▶ _Aim of the task_
Find every line in the records below that holds the word "highway", and copy each one.

▶ _Dataset records_
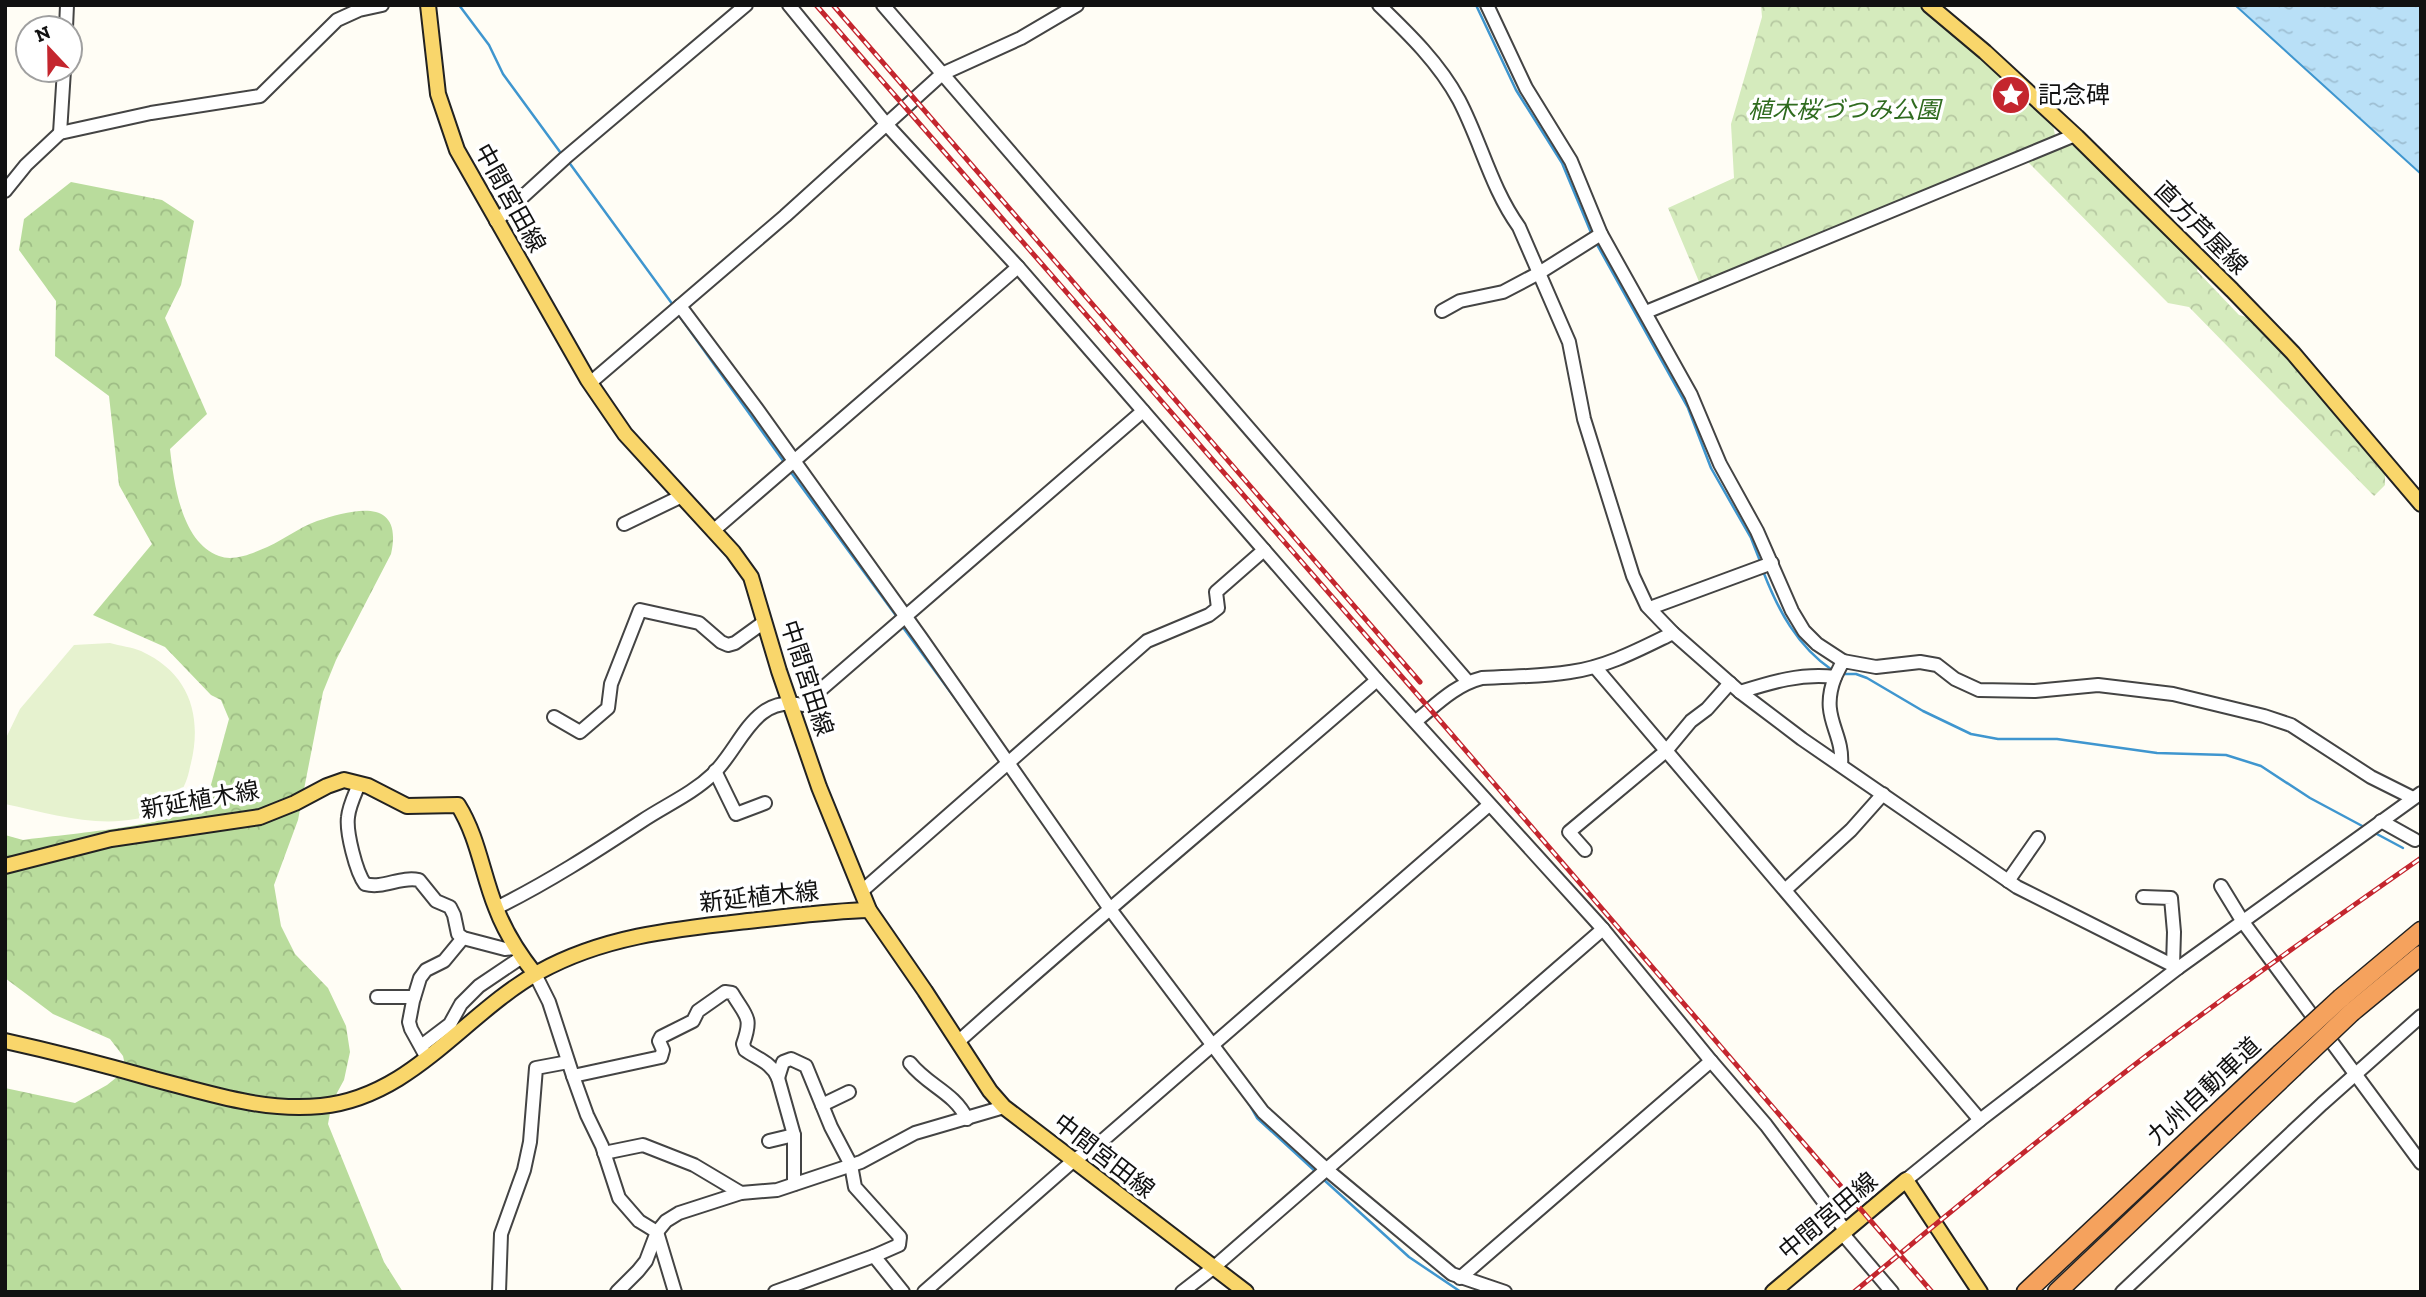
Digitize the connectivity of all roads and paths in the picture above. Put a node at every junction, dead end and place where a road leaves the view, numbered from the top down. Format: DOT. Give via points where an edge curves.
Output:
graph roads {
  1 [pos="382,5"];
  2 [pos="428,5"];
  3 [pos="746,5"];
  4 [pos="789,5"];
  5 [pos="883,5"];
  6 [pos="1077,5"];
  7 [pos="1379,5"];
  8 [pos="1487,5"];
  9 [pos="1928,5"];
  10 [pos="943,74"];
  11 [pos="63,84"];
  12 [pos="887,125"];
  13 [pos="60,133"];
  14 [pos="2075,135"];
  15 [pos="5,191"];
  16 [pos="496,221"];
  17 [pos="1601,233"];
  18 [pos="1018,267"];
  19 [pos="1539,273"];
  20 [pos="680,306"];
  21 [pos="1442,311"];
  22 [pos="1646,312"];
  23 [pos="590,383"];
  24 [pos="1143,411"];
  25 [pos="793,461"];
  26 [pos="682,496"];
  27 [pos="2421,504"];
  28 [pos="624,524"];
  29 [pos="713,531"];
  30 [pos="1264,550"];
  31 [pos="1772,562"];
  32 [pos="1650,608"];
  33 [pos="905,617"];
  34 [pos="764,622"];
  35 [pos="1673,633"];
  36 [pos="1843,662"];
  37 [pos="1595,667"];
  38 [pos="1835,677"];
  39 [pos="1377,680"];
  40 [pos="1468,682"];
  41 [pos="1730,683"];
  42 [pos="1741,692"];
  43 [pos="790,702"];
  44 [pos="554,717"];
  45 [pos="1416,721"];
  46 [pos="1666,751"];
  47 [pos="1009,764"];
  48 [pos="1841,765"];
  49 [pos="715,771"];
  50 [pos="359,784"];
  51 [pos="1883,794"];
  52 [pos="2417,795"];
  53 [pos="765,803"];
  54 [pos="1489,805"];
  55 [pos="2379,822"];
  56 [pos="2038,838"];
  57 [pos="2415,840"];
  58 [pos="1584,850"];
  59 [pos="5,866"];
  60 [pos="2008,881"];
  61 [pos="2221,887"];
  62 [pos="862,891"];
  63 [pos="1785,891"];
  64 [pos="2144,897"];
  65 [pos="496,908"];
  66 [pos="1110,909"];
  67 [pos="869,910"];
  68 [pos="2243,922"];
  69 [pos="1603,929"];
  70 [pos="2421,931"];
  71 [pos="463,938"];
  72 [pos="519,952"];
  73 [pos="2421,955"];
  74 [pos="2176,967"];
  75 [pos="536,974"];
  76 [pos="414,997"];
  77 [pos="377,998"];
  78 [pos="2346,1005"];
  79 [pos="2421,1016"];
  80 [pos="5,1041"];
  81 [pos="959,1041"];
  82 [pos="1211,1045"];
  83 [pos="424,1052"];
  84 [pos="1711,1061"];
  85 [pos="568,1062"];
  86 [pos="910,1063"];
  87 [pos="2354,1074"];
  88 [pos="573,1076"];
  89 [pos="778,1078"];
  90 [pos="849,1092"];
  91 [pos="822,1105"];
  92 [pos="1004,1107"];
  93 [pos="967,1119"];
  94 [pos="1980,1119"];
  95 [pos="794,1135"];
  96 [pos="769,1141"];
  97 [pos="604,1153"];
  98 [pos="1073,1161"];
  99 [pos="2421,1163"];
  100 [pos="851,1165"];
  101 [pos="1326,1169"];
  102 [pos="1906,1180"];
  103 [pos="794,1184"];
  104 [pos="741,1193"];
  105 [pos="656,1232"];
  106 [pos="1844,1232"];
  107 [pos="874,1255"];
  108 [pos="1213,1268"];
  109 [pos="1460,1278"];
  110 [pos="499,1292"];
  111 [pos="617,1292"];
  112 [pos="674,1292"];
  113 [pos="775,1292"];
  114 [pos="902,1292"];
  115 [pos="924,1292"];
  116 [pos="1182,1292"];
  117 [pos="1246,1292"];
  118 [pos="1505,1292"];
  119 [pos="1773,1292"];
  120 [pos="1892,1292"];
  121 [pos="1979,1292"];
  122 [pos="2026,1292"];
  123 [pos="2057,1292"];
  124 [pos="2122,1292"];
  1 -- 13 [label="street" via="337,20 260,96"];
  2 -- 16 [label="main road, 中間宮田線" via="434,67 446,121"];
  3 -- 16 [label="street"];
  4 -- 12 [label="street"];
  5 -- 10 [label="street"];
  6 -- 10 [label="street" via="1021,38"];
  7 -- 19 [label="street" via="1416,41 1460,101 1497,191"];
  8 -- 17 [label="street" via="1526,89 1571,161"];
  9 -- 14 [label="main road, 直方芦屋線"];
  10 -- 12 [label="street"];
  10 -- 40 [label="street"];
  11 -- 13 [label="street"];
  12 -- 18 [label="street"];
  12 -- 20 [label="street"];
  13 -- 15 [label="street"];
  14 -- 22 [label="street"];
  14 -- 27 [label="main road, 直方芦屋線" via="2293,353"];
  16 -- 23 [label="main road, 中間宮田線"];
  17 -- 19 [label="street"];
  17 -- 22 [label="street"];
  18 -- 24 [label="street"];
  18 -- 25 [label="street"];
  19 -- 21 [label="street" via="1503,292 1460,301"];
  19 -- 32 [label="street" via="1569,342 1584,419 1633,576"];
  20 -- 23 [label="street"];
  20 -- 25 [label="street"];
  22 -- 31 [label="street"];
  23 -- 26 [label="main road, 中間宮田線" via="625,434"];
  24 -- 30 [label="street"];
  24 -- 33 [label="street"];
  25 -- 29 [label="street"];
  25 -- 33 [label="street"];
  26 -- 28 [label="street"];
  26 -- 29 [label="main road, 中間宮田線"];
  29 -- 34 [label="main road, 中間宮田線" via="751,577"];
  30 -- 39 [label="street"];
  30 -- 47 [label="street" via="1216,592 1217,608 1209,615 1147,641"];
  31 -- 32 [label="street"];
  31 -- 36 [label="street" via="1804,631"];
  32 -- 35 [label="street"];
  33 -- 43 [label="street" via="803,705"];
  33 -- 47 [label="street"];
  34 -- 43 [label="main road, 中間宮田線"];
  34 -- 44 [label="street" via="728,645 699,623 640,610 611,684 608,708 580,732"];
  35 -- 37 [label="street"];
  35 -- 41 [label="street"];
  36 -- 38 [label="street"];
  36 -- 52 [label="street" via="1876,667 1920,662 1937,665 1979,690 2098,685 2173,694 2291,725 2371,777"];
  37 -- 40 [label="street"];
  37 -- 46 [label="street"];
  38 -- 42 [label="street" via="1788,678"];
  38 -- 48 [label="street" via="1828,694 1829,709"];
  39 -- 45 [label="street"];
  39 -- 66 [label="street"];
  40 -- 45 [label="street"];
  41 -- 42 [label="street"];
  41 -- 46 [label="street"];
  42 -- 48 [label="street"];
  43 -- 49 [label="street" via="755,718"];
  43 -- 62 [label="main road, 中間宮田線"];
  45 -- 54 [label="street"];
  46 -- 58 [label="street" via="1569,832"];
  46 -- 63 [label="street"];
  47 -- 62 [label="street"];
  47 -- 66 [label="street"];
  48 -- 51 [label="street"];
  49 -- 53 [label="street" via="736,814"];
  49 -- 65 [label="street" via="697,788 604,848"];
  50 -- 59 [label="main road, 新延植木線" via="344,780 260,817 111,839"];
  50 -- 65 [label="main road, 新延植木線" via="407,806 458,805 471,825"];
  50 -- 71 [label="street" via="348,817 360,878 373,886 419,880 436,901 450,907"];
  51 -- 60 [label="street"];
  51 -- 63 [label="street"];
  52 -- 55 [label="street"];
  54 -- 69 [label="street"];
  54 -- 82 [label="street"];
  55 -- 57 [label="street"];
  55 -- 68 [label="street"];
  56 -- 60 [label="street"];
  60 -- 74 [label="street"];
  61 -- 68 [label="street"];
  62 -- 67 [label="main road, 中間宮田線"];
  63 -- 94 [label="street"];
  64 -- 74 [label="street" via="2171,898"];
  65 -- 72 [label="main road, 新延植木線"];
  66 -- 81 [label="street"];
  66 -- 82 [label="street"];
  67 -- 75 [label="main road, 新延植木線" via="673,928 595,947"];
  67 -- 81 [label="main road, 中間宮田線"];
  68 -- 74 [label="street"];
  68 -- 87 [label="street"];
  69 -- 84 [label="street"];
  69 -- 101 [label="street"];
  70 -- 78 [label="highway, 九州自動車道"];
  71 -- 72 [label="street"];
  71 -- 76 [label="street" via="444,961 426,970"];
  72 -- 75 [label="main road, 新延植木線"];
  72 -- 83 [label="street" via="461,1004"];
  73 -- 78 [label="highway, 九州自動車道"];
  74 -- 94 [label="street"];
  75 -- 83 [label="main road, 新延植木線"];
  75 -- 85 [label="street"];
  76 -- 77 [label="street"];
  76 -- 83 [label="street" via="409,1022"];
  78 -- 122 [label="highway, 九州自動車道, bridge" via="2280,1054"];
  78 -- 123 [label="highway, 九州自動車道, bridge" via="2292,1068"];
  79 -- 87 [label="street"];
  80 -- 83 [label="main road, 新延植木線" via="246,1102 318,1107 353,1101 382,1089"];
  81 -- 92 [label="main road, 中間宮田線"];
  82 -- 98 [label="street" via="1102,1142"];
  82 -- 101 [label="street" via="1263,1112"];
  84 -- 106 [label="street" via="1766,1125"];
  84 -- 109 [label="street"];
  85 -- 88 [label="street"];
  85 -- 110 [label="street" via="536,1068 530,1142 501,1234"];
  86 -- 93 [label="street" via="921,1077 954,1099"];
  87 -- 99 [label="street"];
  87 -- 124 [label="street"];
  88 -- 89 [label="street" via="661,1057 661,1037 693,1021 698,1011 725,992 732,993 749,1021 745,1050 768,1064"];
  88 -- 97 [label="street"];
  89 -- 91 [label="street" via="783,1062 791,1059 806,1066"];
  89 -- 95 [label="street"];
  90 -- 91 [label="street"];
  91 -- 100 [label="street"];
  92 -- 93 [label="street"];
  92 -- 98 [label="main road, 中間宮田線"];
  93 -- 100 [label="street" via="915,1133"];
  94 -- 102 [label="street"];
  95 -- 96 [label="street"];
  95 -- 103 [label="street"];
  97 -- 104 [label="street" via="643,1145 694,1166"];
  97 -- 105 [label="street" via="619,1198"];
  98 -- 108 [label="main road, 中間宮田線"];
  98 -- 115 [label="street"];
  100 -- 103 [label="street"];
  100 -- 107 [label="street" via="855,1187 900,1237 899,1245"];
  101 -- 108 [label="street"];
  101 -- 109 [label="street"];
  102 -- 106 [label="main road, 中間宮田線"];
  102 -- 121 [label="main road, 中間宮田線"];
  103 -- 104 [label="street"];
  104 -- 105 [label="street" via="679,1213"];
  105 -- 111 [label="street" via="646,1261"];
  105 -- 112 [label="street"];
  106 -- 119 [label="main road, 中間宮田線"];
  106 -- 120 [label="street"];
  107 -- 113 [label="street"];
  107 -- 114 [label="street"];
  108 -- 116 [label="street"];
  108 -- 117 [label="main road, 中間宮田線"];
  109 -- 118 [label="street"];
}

▶ _Task response_
  70 -- 78 [label="highway, 九州自動車道"];
  73 -- 78 [label="highway, 九州自動車道"];
  78 -- 122 [label="highway, 九州自動車道, bridge" via="2280,1054"];
  78 -- 123 [label="highway, 九州自動車道, bridge" via="2292,1068"];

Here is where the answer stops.